The statement said that Cecil Rhodes conquered large parts of Africa and made a fortune in diamonds and gold. He attended Oxford University (he paid his tuition fees with un-cut diamonds).   He left Oriel a legacy amounting to around £10.5 million in today’s money to help students from southern African countries.

The exhibition will also feature stone sculpture work from some of today’s “greats” in Zimbabwe including the works of Wallace Mkanda and Gift Mutsauni.

Mkanda’s sculpture depicting the blind face of an African man was selected as the best of 110 entries and will be one of four winning sculptures on display at Oxford.

Legendary Zimbabwean musician Lucky Moyo admires a statue called Veiled Spirit Bride by the great Shona sculptor Bernard Takawira (Picture: Trevor Grundy)

 

Zimbabweans have long-since used stone sculpture as a form of story-telling.

The craft survived, despite attempt by many European Christian missionaries to erase local culture.

But after Independence in 1980 there was an un-precedented demand for Shona art works in the USA, Europe and Japan.

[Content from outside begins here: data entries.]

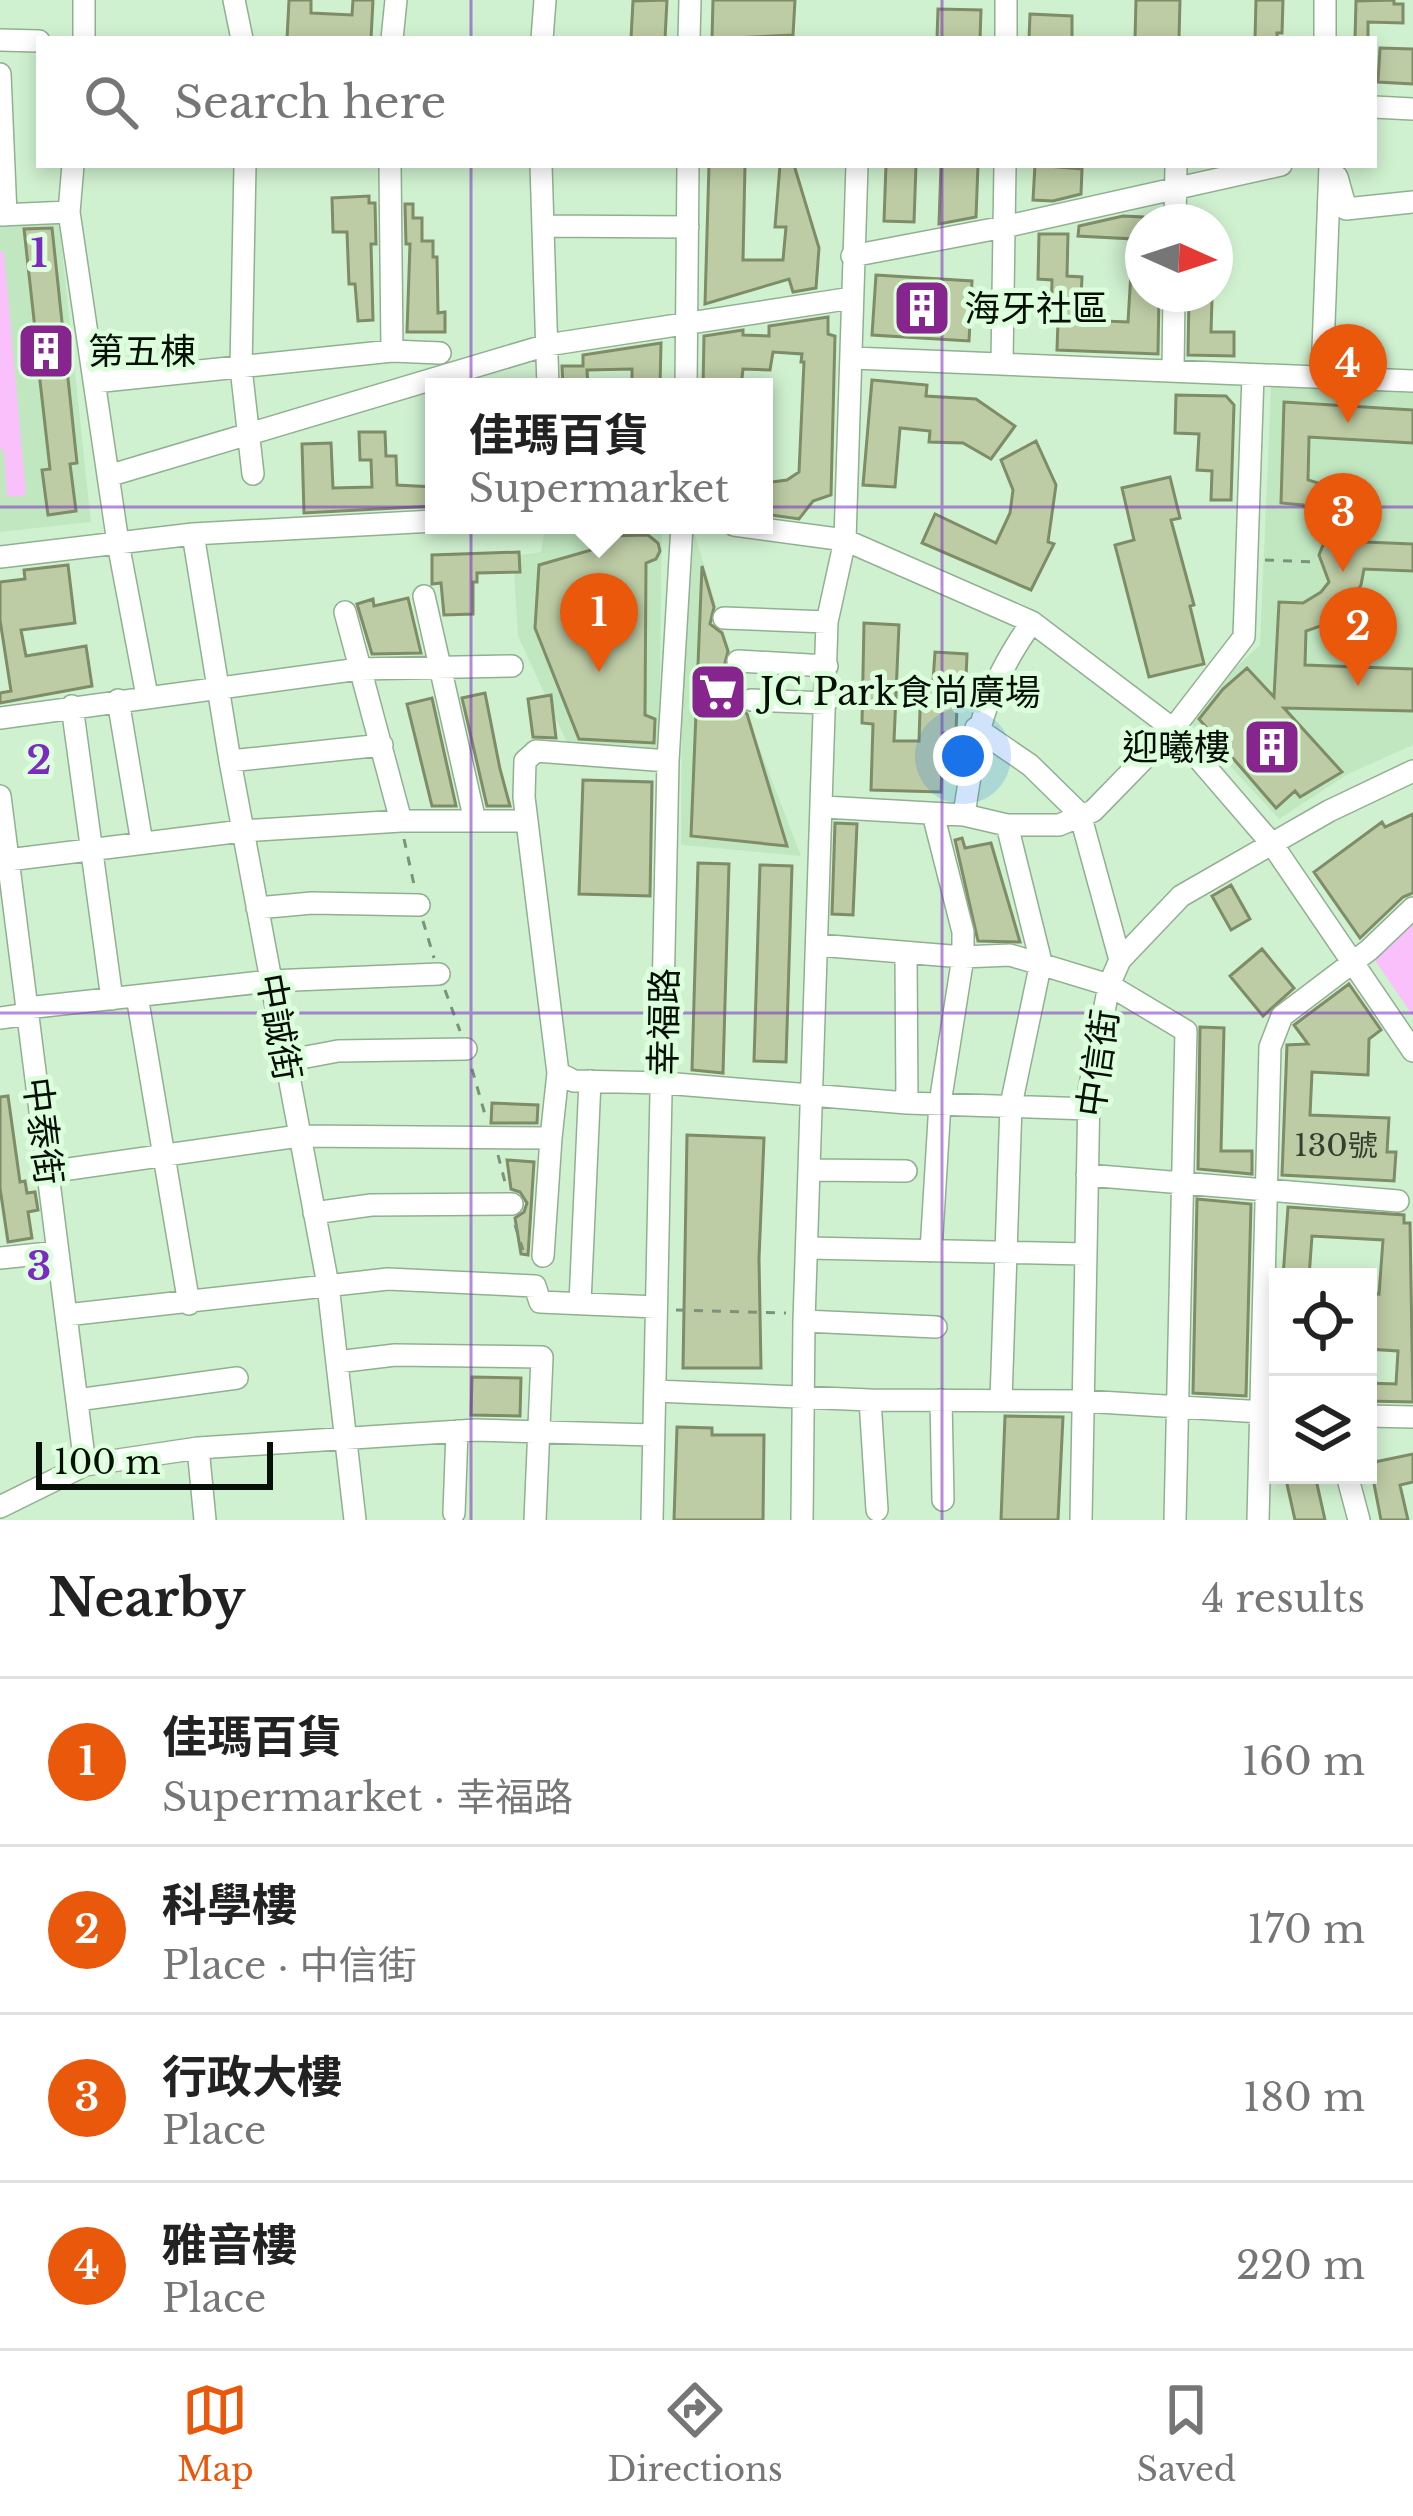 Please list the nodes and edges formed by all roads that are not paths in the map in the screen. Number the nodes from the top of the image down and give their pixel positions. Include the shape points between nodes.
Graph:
1 (84, 0) edge
2 (234, 0) edge
3 (396, 0) edge
4 (544, 0) edge
5 (691, 0) edge
6 (1006, 0) edge
7 (1325, 0) edge
8 (84, 36) edge
9 (241, 36) edge
10 (392, 36) edge
11 (542, 36) edge
12 (689, 36) edge
13 (1006, 36) edge
14 (1325, 36) edge
15 (0, 40) edge
16 (36, 41) edge
17 (0, 74) edge
18 (1377, 107) edge
19 (1413, 109) edge
20 (73, 168) edge
21 (245, 168) edge
22 (390, 168) edge
23 (542, 168) edge
24 (688, 168) edge
25 (857, 168) edge
26 (1005, 168) edge
27 (1252, 168) edge
28 (1332, 168) edge
29 (1333, 168) edge
30 (1176, 176) edge
31 (1413, 202) edge
32 (69, 212) junction
33 (3, 215) edge
34 (543, 226) junction
35 (688, 227) junction
36 (1004, 227) junction
37 (852, 256) junction
38 (852, 298) junction
39 (1174, 312) edge
40 (688, 323) junction
41 (547, 346) junction
42 (392, 351) junction
43 (440, 352) dead end
44 (853, 358) junction
45 (1002, 362) junction
46 (241, 368) junction
47 (1173, 370) junction
48 (1253, 375) junction
49 (1322, 376) junction
50 (439, 378) edge
51 (548, 378) edge
52 (686, 378) edge
53 (1413, 380) edge
54 (94, 382) junction
55 (425, 382) edge
56 (248, 435) junction
57 (253, 474) dead end
58 (108, 476) junction
59 (425, 521) edge
60 (773, 530) edge
61 (193, 534) junction
62 (681, 534) edge
63 (845, 540) junction
64 (118, 543) junction
65 (0, 557) edge
66 (424, 596) dead end
67 (345, 612) dead end
68 (724, 617) dead end
69 (827, 622) junction
70 (1032, 622) junction
71 (739, 662) dead end
72 (439, 665) junction
73 (512, 665) dead end
74 (827, 666) junction
75 (359, 669) junction
76 (218, 687) junction
77 (147, 696) junction
78 (118, 700) junction
79 (751, 700) dead end
80 (826, 704) junction
81 (72, 706) junction
82 (0, 718) edge
83 (976, 728) junction
84 (1173, 729) junction
85 (382, 745) junction
86 (230, 761) junction
87 (668, 761) junction
88 (1413, 771) edge
89 (0, 796) edge
90 (824, 807) junction
91 (933, 814) junction
92 (1080, 814) junction
93 (964, 815) junction
94 (476, 820) junction
95 (400, 821) junction
96 (526, 821) junction
97 (1006, 825) junction
98 (242, 830) junction
99 (142, 843) junction
100 (1272, 844) junction
101 (93, 849) junction
102 (8, 860) junction
103 (419, 905) dead end
104 (257, 908) junction
105 (1413, 908) edge
106 (818, 945) junction
107 (906, 954) junction
108 (962, 957) junction
109 (1120, 960) junction
110 (1354, 960) junction
111 (1040, 962) junction
112 (439, 974) dead end
113 (270, 980) junction
114 (1109, 985) junction
115 (137, 995) junction
116 (112, 998) junction
117 (28, 1011) junction
118 (0, 1018) edge
119 (466, 1049) dead end
120 (1413, 1051) edge
121 (285, 1061) junction
122 (558, 1073) junction
123 (590, 1081) junction
124 (664, 1083) junction
125 (812, 1096) junction
126 (907, 1103) junction
127 (940, 1103) junction
128 (1010, 1106) junction
129 (1089, 1109) junction
130 (299, 1136) junction
131 (551, 1138) junction
132 (166, 1155) junction
133 (810, 1170) junction
134 (906, 1171) dead end
135 (48, 1172) junction
136 (1087, 1175) junction
137 (1183, 1183) junction
138 (1267, 1190) junction
139 (1398, 1201) dead end
140 (512, 1204) dead end
141 (314, 1214) junction
142 (808, 1248) junction
143 (924, 1251) junction
144 (58, 1252) junction
145 (1008, 1252) junction
146 (1085, 1254) junction
147 (543, 1256) dead end
148 (0, 1258) edge
149 (328, 1285) junction
150 (580, 1303) junction
151 (189, 1304) junction
152 (656, 1309) junction
153 (66, 1315) junction
154 (804, 1317) junction
155 (936, 1327) dead end
156 (337, 1362) junction
157 (1270, 1376) edge
158 (237, 1378) dead end
159 (655, 1391) junction
160 (804, 1398) junction
161 (77, 1400) junction
162 (870, 1400) junction
163 (941, 1400) junction
164 (1001, 1400) junction
165 (1083, 1401) junction
166 (1177, 1406) junction
167 (1269, 1412) edge
168 (1377, 1416) edge
169 (1413, 1418) edge
170 (1269, 1421) edge
171 (457, 1431) junction
172 (539, 1431) junction
173 (653, 1435) junction
174 (345, 1436) junction
175 (198, 1448) junction
176 (86, 1465) junction
177 (1349, 1484) edge
178 (943, 1500) dead end
179 (0, 1507) edge
180 (877, 1510) dead end
181 (454, 1513) dead end
182 (205, 1520) edge
183 (356, 1520) edge
184 (535, 1520) edge
185 (652, 1520) edge
186 (802, 1520) edge
187 (1081, 1520) edge
188 (1175, 1520) edge
189 (1258, 1520) edge
190 (1359, 1520) edge

1 - 8 street
2 - 9 street
3 - 10 street
4 - 11 street
5 - 12 street
6 - 13 street
7 - 14 street
15 - 16 street
17 - 33 street
18 - 19 street
20 - 32 street
21 - 46 street
22 - 42 street
23 - 34 street
24 - 35 street
25 - 37 street
26 - 36 street
27 - 30 street
28 - 49 street
29 - 31 street via 1346,209
30 - 36 street
32 - 33 street
32 - 54 street
34 - 35 street
34 - 41 street
35 - 40 street
36 - 37 street
36 - 45 street
37 - 38 street
38 - 40 street
38 - 44 street
39 - 47 street
40 - 41 street
40 - 52 street
41 - 50 street
41 - 51 street
42 - 43 street
42 - 46 street
44 - 45 street
44 - 63 street
45 - 47 street
46 - 54 street
46 - 56 street
47 - 48 street
48 - 49 street
48 - 84 street via 1244,637
49 - 53 street
54 - 58 street
55 - 56 street
56 - 57 street
56 - 58 street
58 - 64 street
59 - 61 street
60 - 63 street
61 - 64 street
61 - 76 street, 中誠街
62 - 87 street, 幸福路
63 - 69 street
63 - 70 street
64 - 65 street
64 - 77 street
66 - 72 street
67 - 75 street
68 - 69 street
69 - 74 street
70 - 83 street via 1001,665
70 - 84 street
71 - 74 street
72 - 73 street
72 - 75 street
72 - 94 street
74 - 80 street
75 - 76 street
75 - 85 street
76 - 77 street
76 - 86 street, 中誠街
77 - 78 street
78 - 81 street
78 - 99 street
79 - 80 street
80 - 90 street
81 - 82 street
81 - 101 street
83 - 92 street via 1030,764
83 - 93 street
84 - 92 street via 1093,811
84 - 100 street
85 - 86 street
85 - 95 street
86 - 98 street, 中誠街
87 - 96 street via 536,752 525,761
87 - 124 street, 幸福路
88 - 100 street, 中信街
89 - 102 street, 中泰街
90 - 91 street
90 - 106 street
91 - 93 street
91 - 108 street
92 - 97 street via 1059,825
92 - 109 street
93 - 97 street
94 - 95 street
94 - 96 street
95 - 98 street
96 - 122 street
97 - 111 street
98 - 99 street
98 - 104 street, 中誠街
99 - 101 street
100 - 109 street, 中信街 via 1181,896
100 - 110 street
101 - 102 street
101 - 116 street
102 - 117 street, 中泰街
103 - 104 street
104 - 113 street, 中誠街
105 - 110 street
106 - 107 street
106 - 125 street
107 - 108 street
107 - 126 street
108 - 111 street
108 - 127 street
109 - 114 street, 中信街
110 - 120 street
110 - 138 street via 1282,1016 1270,1046
111 - 114 street
111 - 128 street
112 - 113 street
113 - 115 street
113 - 121 street, 中誠街
114 - 129 street, 中信街
114 - 137 street via 1186,1031
115 - 116 street
115 - 132 street
116 - 117 street
117 - 118 street
117 - 135 street, 中泰街
119 - 121 street via 338,1051
121 - 130 street, 中誠街
122 - 123 street
122 - 131 street
123 - 124 street
123 - 150 street
124 - 125 street
124 - 152 street, 幸福路
125 - 126 street
125 - 133 street
126 - 127 street
127 - 128 street
127 - 143 street
128 - 129 street
128 - 145 street
129 - 136 street, 中信街
130 - 131 street
130 - 132 street
130 - 141 street, 中誠街
131 - 147 street
132 - 135 street
132 - 151 street
133 - 134 street
133 - 142 street
135 - 144 street, 中泰街
136 - 137 street
136 - 146 street, 中信街
137 - 138 street
137 - 166 street
138 - 139 street
138 - 157 street
140 - 141 street via 371,1205
141 - 149 street, 中誠街
142 - 143 street
142 - 154 street
143 - 145 street
144 - 148 street
144 - 153 street, 中泰街
145 - 146 street
145 - 164 street
146 - 165 street, 中信街
149 - 150 street via 388,1279 535,1286 540,1302
149 - 151 street
149 - 156 street, 中誠街
150 - 152 street
151 - 153 street
152 - 159 street, 幸福路
153 - 161 street, 中泰街
154 - 155 street
154 - 160 street
156 - 172 street via 542,1357
156 - 174 street, 中誠街
158 - 161 street
159 - 160 street
159 - 173 street, 幸福路
160 - 162 street
160 - 186 street
161 - 176 street, 中泰街
162 - 163 street
162 - 180 street
163 - 164 street
163 - 178 street
164 - 165 street
165 - 166 street
165 - 187 street, 中信街
166 - 167 street
166 - 188 street
168 - 169 street
170 - 189 street
171 - 172 street
171 - 174 street
171 - 181 street
172 - 173 street
172 - 184 street
173 - 185 street, 幸福路
174 - 175 street
174 - 183 street, 中誠街
175 - 176 street
175 - 182 street
176 - 179 street
177 - 190 street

But over the last couple of decades artists have had a hard time selling their work overseas and even at home because of a significant drop in the number of people visiting Zimbabwe since Mugabe’s wasteful and violent farm invasions in 2000.

Fortunately for local artists, things are changing and more and more tourists are turning up in Harare, Bulawayo and the world-famous Victoria Falls.

British lovers of African art like business executive Chris Andrews from Saint Albans, England  make a point of stopping over in Harare to see – and maybe buy – magnificent stone  statues created by Shona sculptors (Picture: Trevor Grundy)

The exhibition at Oxford University will attract art lovers and stone sculpture buyers in their hundreds.

The exhibition is the brain-child of the Oxford Zimbabwe Arts Partnership (OZAP) which was formed in response to the Rhodes Must Fall campaign during the 2022 Black Lives Matter protests.

Anger flared up in America and it spread quickly to  other parts of the world, especially Oxford University where – in front of Rhodes’s old college – students demanded the removal of a now well-guarded statue of a man who once bestrode the southern African world like a conquering colossus.